# good saltwater fly reel for reds?



## Saltfisher (Mar 26, 2009)

I have just gotten into fly fishing this year for bass and bream, and I have learned how to tie a couple basic flies for those. and i would like to try out some fly fishin for reds/specks and wasn't wanting to spend that much money yet. i have a 6 weight rod with a white river reel, that says not to use in saltwater...but do you think i could use the 6wt rod and just getta reel? or is that not heavy enough? also, what reel would you suggest and any good websites to view them would be nice. im lookin for somethin that'll cost me under $100 if possible. thanks


----------



## Tuna Man (Oct 2, 2007)

> *Avery Couture (6/7/2009)*I have just gotten into fly fishing this year for bass and bream, and I have learned how to tie a couple basic flies for those. and i would like to try out some fly fishin for reds/specks and wasn't wanting to spend that much money yet. i have a 6 weight rod with a white river reel, that says not to use in saltwater...but do you think i could use the 6wt rod and just getta reel? or is that not heavy enough? also, what reel would you suggest and any good websites to view them would be nice. im lookin for somethin that'll cost me under $100 if possible. thanks


8wt for Reds up to around 10# but a 30#er might require a 10wt.

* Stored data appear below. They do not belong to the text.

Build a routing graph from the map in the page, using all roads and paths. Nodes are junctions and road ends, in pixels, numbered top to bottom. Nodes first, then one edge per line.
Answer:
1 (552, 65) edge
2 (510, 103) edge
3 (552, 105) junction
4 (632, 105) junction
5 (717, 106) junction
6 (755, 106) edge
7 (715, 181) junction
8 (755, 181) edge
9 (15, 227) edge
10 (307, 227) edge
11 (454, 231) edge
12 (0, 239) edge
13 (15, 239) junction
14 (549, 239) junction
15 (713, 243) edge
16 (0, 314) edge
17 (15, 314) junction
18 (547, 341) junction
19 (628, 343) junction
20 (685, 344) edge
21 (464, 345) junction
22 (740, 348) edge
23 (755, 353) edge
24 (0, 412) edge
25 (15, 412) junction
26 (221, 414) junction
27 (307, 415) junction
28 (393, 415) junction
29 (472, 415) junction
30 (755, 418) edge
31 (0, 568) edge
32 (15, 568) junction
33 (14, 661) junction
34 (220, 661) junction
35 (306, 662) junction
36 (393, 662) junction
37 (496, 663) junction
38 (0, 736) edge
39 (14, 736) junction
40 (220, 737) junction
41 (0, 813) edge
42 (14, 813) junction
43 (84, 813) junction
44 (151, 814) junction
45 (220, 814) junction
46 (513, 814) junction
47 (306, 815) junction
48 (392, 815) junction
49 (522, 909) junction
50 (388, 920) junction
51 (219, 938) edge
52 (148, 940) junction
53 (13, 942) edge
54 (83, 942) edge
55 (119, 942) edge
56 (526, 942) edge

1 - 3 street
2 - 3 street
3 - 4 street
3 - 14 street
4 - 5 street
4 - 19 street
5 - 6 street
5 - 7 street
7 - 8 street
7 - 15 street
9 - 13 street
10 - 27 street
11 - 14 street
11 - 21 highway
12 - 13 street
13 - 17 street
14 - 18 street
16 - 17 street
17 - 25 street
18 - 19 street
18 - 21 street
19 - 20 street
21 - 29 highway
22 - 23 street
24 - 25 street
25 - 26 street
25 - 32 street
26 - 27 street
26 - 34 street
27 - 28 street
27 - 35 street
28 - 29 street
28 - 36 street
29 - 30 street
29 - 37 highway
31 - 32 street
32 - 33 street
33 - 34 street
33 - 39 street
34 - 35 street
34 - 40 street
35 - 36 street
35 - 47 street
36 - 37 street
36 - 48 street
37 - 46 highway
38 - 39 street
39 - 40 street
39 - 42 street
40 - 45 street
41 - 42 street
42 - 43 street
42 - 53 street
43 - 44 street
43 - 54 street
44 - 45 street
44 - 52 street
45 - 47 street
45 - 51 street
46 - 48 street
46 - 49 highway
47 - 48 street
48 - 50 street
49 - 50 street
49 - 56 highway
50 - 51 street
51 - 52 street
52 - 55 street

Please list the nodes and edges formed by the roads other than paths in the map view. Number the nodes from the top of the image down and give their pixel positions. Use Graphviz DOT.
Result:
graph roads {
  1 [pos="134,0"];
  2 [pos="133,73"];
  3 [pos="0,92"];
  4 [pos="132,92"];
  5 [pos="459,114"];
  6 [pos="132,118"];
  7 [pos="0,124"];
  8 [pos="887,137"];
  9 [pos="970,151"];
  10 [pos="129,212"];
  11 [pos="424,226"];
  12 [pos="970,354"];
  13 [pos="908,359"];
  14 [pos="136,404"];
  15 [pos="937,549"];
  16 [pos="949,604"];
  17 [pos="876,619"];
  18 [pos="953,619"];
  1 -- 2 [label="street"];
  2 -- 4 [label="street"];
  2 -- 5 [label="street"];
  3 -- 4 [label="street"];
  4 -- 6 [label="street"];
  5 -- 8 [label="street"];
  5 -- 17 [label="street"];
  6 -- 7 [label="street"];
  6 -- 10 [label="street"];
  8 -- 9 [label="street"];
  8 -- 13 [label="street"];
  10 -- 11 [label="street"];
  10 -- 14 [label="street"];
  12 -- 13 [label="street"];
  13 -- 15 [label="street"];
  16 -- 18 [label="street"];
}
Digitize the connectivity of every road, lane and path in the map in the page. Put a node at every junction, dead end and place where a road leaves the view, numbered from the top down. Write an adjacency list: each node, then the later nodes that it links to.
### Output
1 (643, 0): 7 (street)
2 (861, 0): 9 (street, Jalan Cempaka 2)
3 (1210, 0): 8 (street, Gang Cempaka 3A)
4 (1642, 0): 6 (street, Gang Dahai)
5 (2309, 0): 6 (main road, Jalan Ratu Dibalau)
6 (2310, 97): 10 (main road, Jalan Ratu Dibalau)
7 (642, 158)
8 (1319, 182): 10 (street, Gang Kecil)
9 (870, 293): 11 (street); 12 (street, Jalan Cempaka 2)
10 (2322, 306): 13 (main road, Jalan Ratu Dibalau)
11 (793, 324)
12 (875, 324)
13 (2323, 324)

Check out E Bay, I've seen some good deals on rods, reels and combos.


----------



## Travis Gill (Oct 6, 2007)

> *Tuna Man (6/7/2009)*
> 
> 
> > *Avery Couture (6/7/2009)*I have just gotten into fly fishing this year for bass and bream, and I have learned how to tie a couple basic flies for those. and i would like to try out some fly fishin for reds/specks and wasn't wanting to spend that much money yet. i have a 6 weight rod with a white river reel, that says not to use in saltwater...but do you think i could use the 6wt rod and just getta reel? or is that not heavy enough? also, what reel would you suggest and any good websites to view them would be nice. im lookin for somethin that'll cost me under $100 if possible. thanks
> ...


Ive caught a ton of big bull reds on my 8wt


----------



## true-king (Oct 2, 2007)

I'd say an 8 weight would be ideal, buta 6 weightwouldn't be bad if it was calm enough. I've been using an 8 and 12 weight for a while in salt water, and I just got a 5 weight and love that little rod!I'm taking it on a colorado trip, but I don't know if I'll be able to resist taking it out on the flats.


----------



## Saltfisher (Mar 26, 2009)

do yall use special fly line or anythin for the saltwater? or can I just put a stronger leader/tipper on my one I use for bass?


----------



## Travis Gill (Oct 6, 2007)

I like an intermidiate line for most types of fishing


----------